Good, well thought out piece.  The NBC producers really did miss the boat on the Bode story but that could just be the skier in me talking.


----------



## MadMadWorld (Feb 19, 2014)

I watched the Bode video again and f the camera man who knelt down to try and get a shot of Bode's. I didn't think I could hate  NBC more than I already did but sometimes they surprise me


----------



## from_the_NEK (Feb 19, 2014)

Scotty said:


> +1 I no interest in watching NHL players playing each other like they do for US teams all winter. I  think professionals players in Olympic is beyond stupid. This is supposed to bring in more viewers but most here seems to agree so why don't Olympics realize this.

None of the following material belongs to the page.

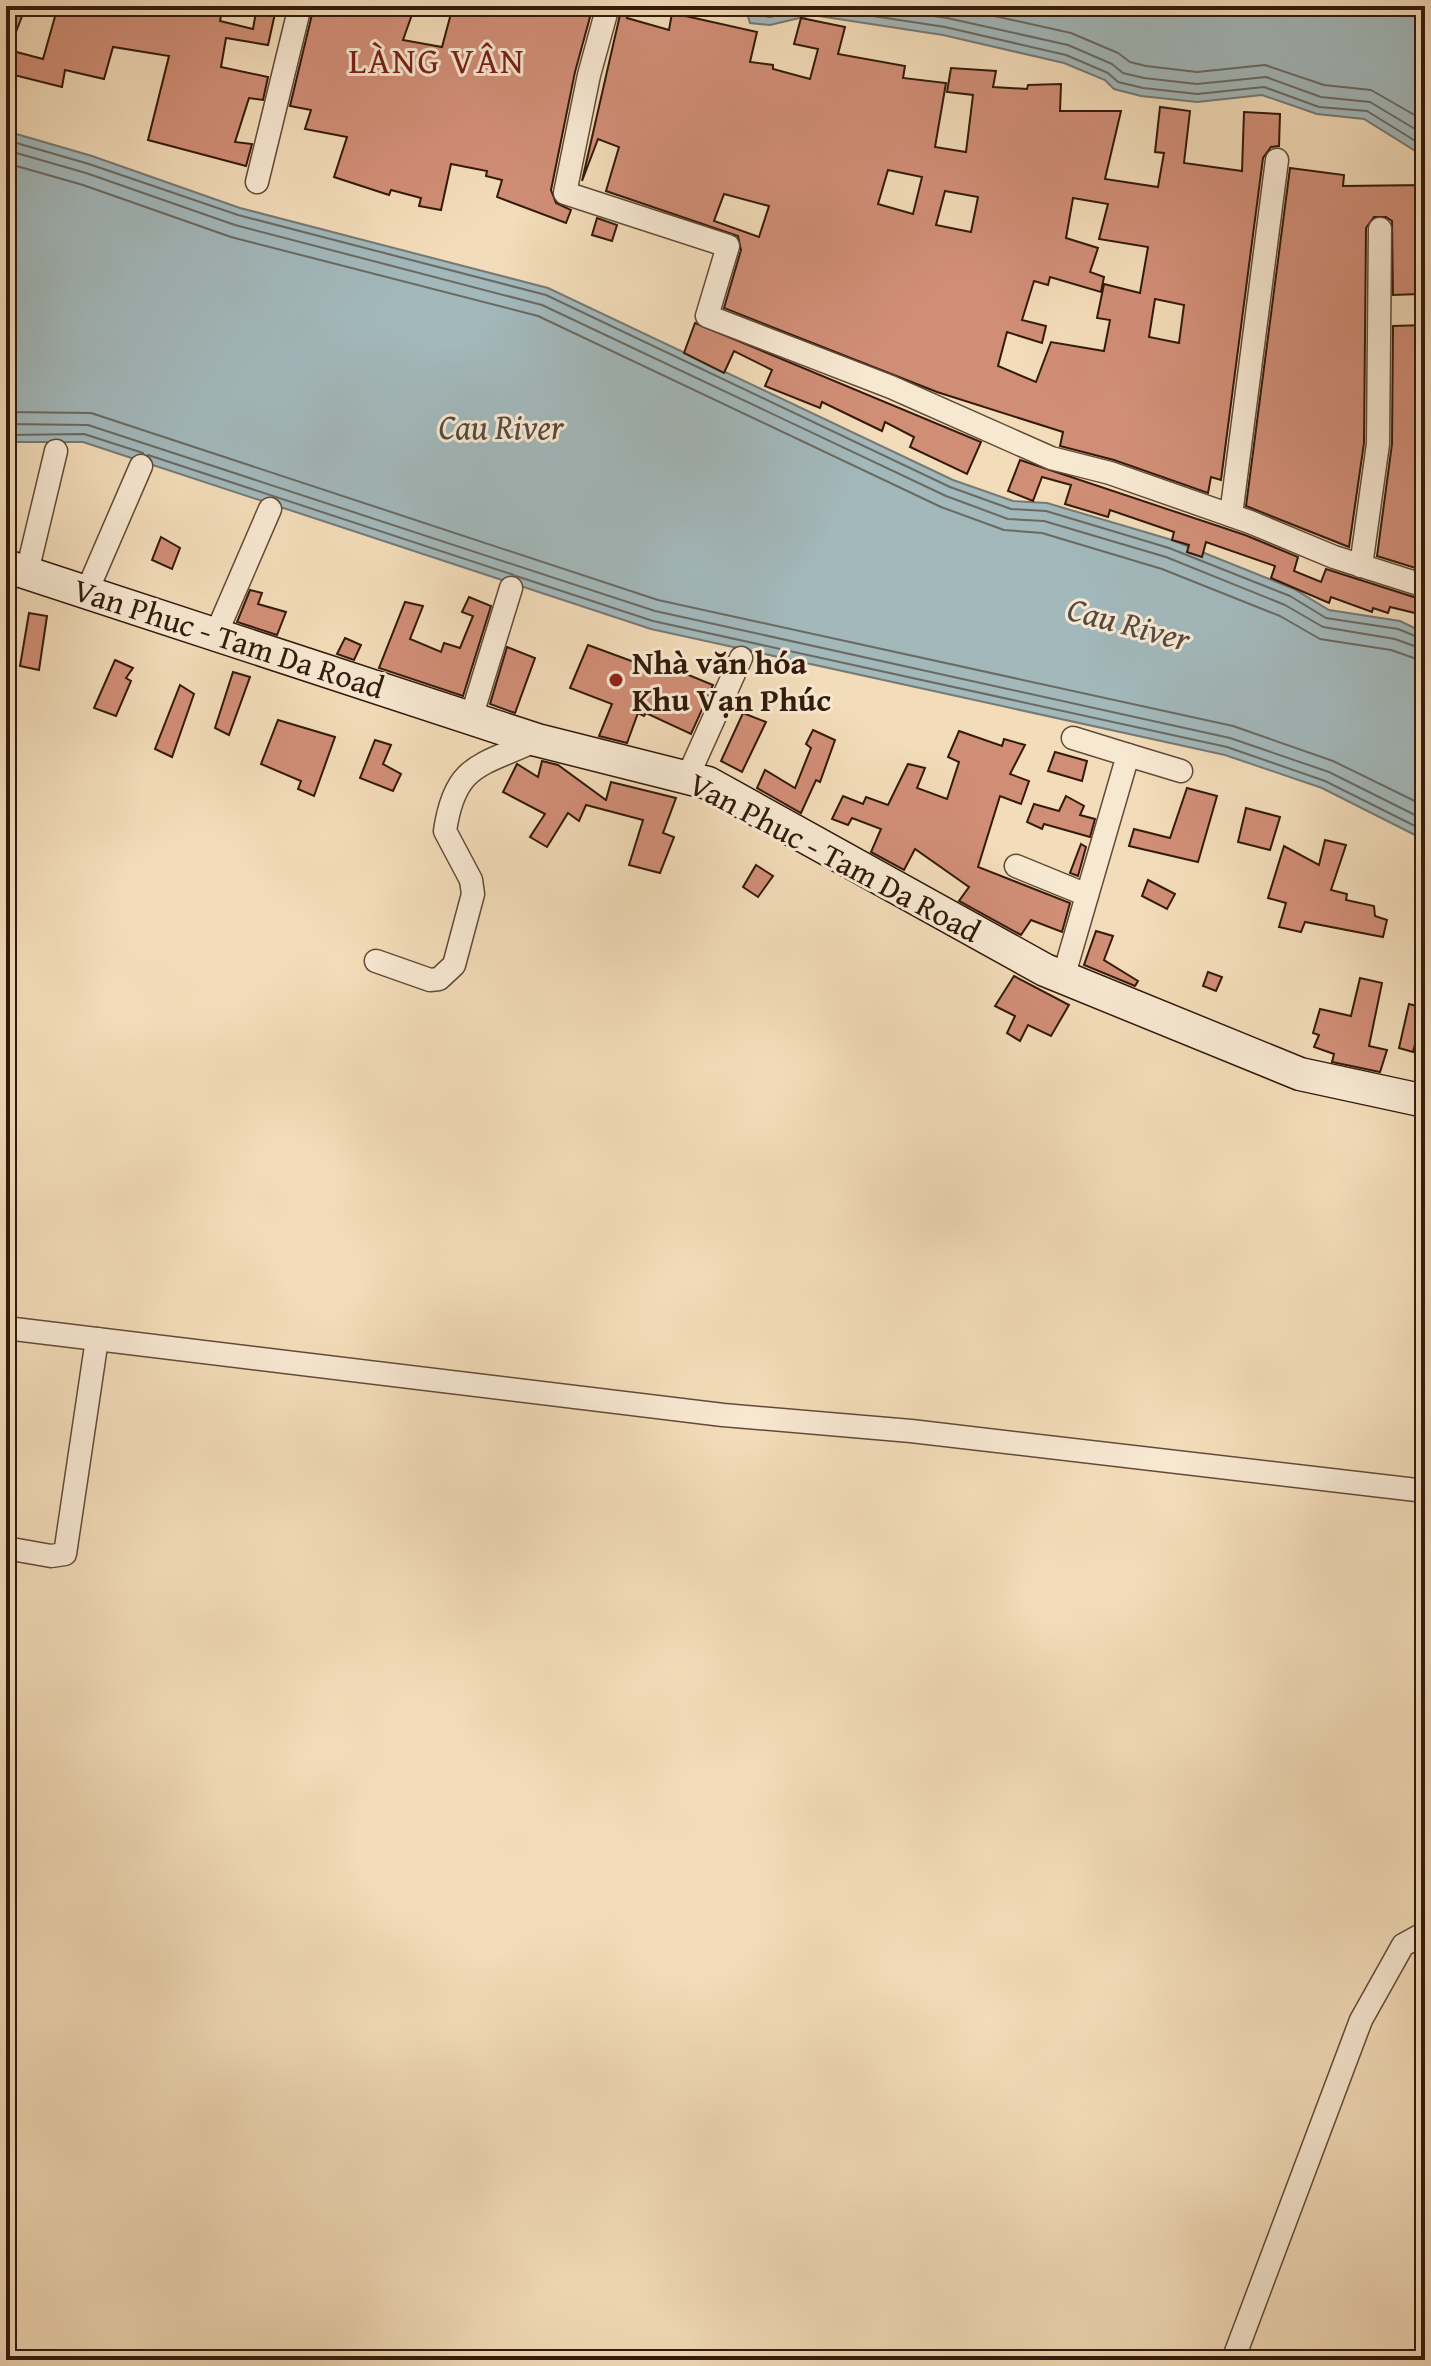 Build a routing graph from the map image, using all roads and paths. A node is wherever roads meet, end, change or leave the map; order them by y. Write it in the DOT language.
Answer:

Have you actually watched one of these Olympic games. Sure they are all star rosters but they are actually trying (unlike a typical all star game), and playing Defense. Incredible hockey being played.


----------



## SIKSKIER (Feb 19, 2014)

BenedictGomez said:


> If I have to hear about Ana Fenninger raising money for friggin' cheetahs_* ONE*_ more time this week.


This right hear sums up so much of the olympic coverage in the last 20-30 years.The human interest angle goes way overboard.


----------



## SIKSKIER (Feb 19, 2014)

View attachment 11323
Chelone


Not to be morbid but I had the unfortunate opportunity of meeting Chelone for the first time during one of his awfull seizures in the Cannon Mt cafeteria 3 years ago.Very frightening.


----------



## soposkier (Feb 19, 2014)

from_the_NEK said:


> Have you actually watched one of these Olympic games. Sure they are all star rosters but they are actually trying (unlike a typical all star game), and playing Defense. Incredible hockey being played.



Completely agreed, players genuinely want to play for their country.  The level of play is amazing and great to watch. Lets just hope the russian team doesn't end up "lost" in Siberia after that game today.  Putin must not be happy.


----------



## Twism86 (Feb 19, 2014)

I think the hockey is cleaner than the NHL and is being played very well. Another miracle on ice? Give me a break!! TJ is good though but no miracle worker. 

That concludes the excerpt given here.